Chris Dupont, CEO of Galen Data, has seen his share of challenges and opportunities amid the COVID-19 pandemic. Photo via galendata.com

With increased awareness in need for connected medical devices, this Houston startup fills the gap

Houston innovators podcast episode 41

For decades, medical device innovation has been improving the way patients are cared for, but only recently are innovators enabling important connectivity applications.

"Most legacy medical devices are not connected to the internet," says Chris DuPont, CEO and founder of Galen Data Inc. "All the new companies that are coming to us — the emerging wearable tech — connectivity is vital in their product roll out."

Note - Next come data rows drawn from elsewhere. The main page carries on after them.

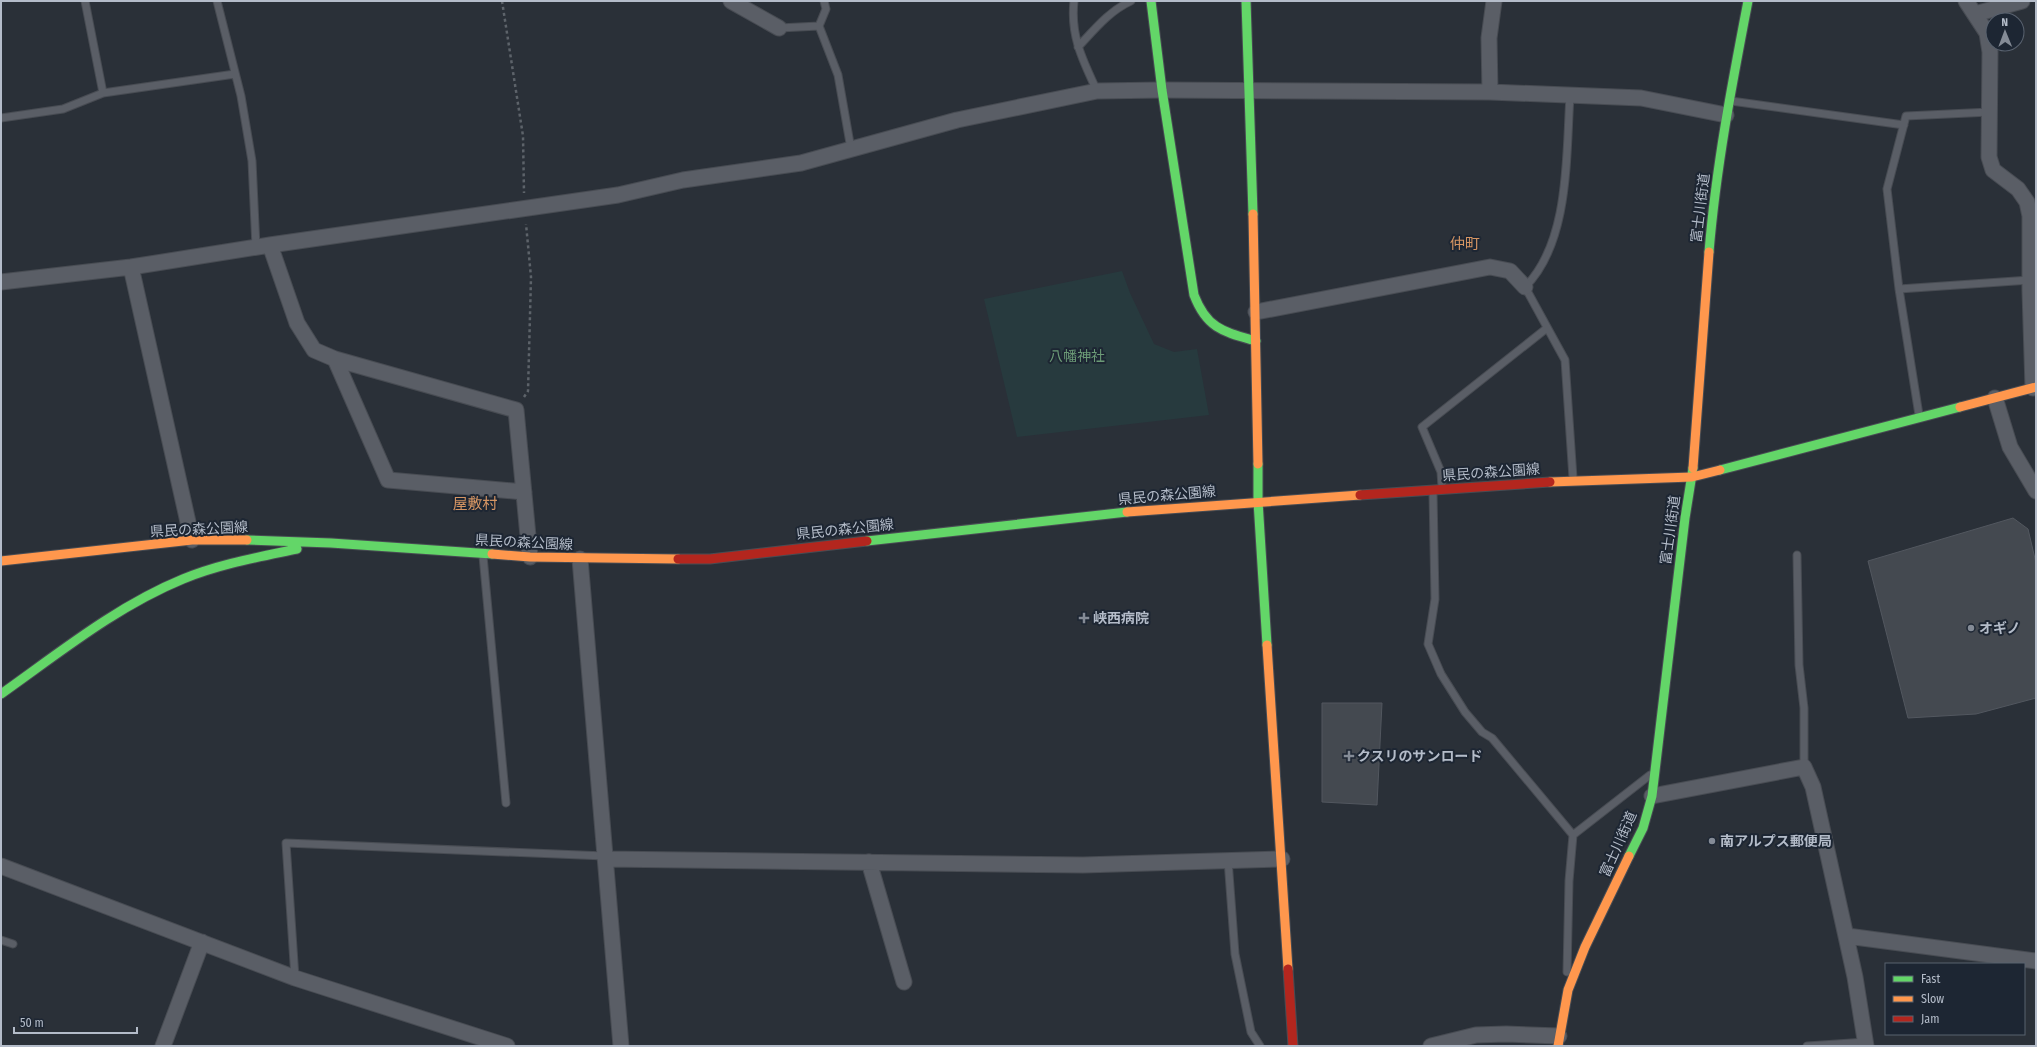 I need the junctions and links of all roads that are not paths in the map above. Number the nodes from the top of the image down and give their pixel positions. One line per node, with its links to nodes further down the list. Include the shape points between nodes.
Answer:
1 (85, 1): 22 (lane)
2 (217, 1): 17 (lane)
3 (731, 1): 15 (street)
4 (824, 1): 14 (lane, via 826,9)
5 (1074, 1): 16 (lane, via 1075,40)
6 (1131, 1): 16 (lane, via 1109,15)
7 (1151, 1): 18 (main road)
8 (1246, 1): 20 (main road)
9 (1494, 1): 21 (street, via 1489,38)
10 (1748, 1): 24 (main road, 富士川街道)
11 (1966, 1): 13 (street)
12 (2022, 1): 13 (street)
13 (1975, 14): 25 (street, via 1987,33 1990,52)
14 (820, 26): 15 (lane); 28 (lane, via 838,75)
15 (779, 28)
16 (1078, 47): 19 (lane)
17 (235, 74): 22 (lane); 29 (lane, via 252,161)
18 (1162, 90): 19 (street); 20 (street); 37 (main road, via 1193,289 1199,312 1223,331)
19 (1097, 91): 28 (street, via 957,120)
20 (1250, 91): 21 (street); 35 (main road)
21 (1490, 92): 23 (street)
22 (103, 93): 26 (lane, via 63,109)
23 (1570, 96): 24 (street, via 1641,98); 32 (lane, via 1563,200 1549,250 1536,276)
24 (1727, 108): 27 (lane); 42 (main road, 富士川街道, via 1712,217)
25 (1990, 112): 27 (lane, via 1906,116); 34 (street, via 1989,156 1993,170 2018,189 2027,202 2030,216)
26 (1, 118)
27 (1904, 124): 33 (lane, via 1888,189)
28 (851, 149): 29 (street, via 801,163 683,180 618,195)
29 (263, 246): 30 (street); 38 (street, via 297,323 314,350)
30 (131, 267): 31 (street); 48 (street)
31 (1, 282)
32 (1525, 287): 35 (street, via 1510,271 1490,267); 36 (lane)
33 (1899, 288): 34 (lane); 41 (lane)
34 (2032, 288): 39 (street)
35 (1256, 312): 37 (main road)
36 (1547, 328): 43 (lane, via 1565,360); 44 (lane, via 1422,427 1441,472)
37 (1256, 341): 47 (main road)
38 (335, 358): 46 (street, via 388,480); 46 (street, via 516,410)
39 (2035, 388): 40 (main road, 県民の森公園線)
40 (1995, 398): 41 (main road, 県民の森公園線); 45 (street, via 2010,447)
41 (1920, 417): 42 (main road, 県民の森公園線)
42 (1692, 477): 43 (main road, 県民の森公園線); 57 (main road, 富士川街道)
43 (1573, 480): 44 (main road, 県民の森公園線)
44 (1437, 490): 47 (main road, 県民の森公園線); 60 (lane, via 1435,599 1428,644 1441,674 1465,712 1482,732 1492,738)
45 (2036, 490)
46 (524, 492): 52 (street)
47 (1258, 501): 53 (main road, 県民の森公園線, via 1113,513 710,559); 62 (main road)
48 (192, 540): 49 (main road, 県民の森公園線); 54 (main road, 県民の森公園線)
49 (331, 543): 50 (main road, 県民の森公園線); 55 (main road, via 204,572 169,585 115,614)
50 (482, 554): 52 (main road, 県民の森公園線); 59 (lane)
51 (1797, 555): 56 (lane)
52 (530, 557): 53 (main road, 県民の森公園線)
53 (580, 559): 61 (street)
54 (1, 561)
55 (1, 694)
56 (1804, 767): 58 (street); 66 (street, via 1812,787)
57 (1656, 771): 58 (main road, 富士川街道); 60 (lane)
58 (1652, 796): 73 (main road, 富士川街道, via 1643,828 1584,947)
59 (506, 803)
60 (1573, 835): 73 (lane, via 1568,882)
61 (605, 857): 64 (street); 71 (lane, via 286,843); 78 (street)
62 (1282, 859): 63 (street); 80 (main road)
63 (1228, 860): 64 (street, via 1083,865); 79 (lane, via 1235,954 1250,1032)
64 (869, 862): 72 (street)
65 (1, 866): 68 (street)
66 (1847, 936): 70 (street); 75 (street)
67 (1, 940): 69 (lane)
68 (202, 942): 71 (street); 76 (street)
69 (13, 944)
70 (2036, 961)
71 (295, 978): 77 (street)
72 (904, 982)
73 (1568, 990): 74 (main road, 富士川街道)
74 (1558, 1041): 81 (street, via 1506,1034 1476,1035)
75 (1866, 1044): 82 (lane)
76 (163, 1046)
77 (507, 1046)
78 (621, 1046)
79 (1260, 1046)
80 (1293, 1046)
81 (1431, 1046)
82 (1807, 1046)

But with this internet connectivity, adhering to safety regulations adds costly and challenging obstacles for medical device companies. That's where Galen Data comes into play, and the Houston startup is seeing more of a need for its medical device cloud services now more than ever.

"COVID-19 has created all kinds of challenges — and I think in the long run, a lot of opportunities for Galen," DuPont shares on this week's episode of the Houston Innovators Podcast. "I think there will be a heightened awareness for the need for connected medical devices."

Galen Data's technology enables better communication between the device, the patient, and the medical provider, and DuPont equates it to being able to have a system similar to a check engine light on your vehicle.

"Wouldn't you want to know if your drug pump was starting to have problems or if the electro mechanical systems were starting to fail?" DuPont asks on the podcast.

The company's technology also provides important medical data and information that can be crucial for detecting trends and predictability.

"There's far greater risk in not having access to certain critical data to that device," DuPont says when asked about the hesitation some people have regarding medical data in terms of privacy.

DuPont shares more about his company's recent growth, his most recent partnership with an Austin-based medical device company, and how he's observed Houston emerging medical device innovation ecosystem evolve over his decades of experience. Listen to the full interview below — or wherever you get your podcasts — and subscribe for weekly episodes.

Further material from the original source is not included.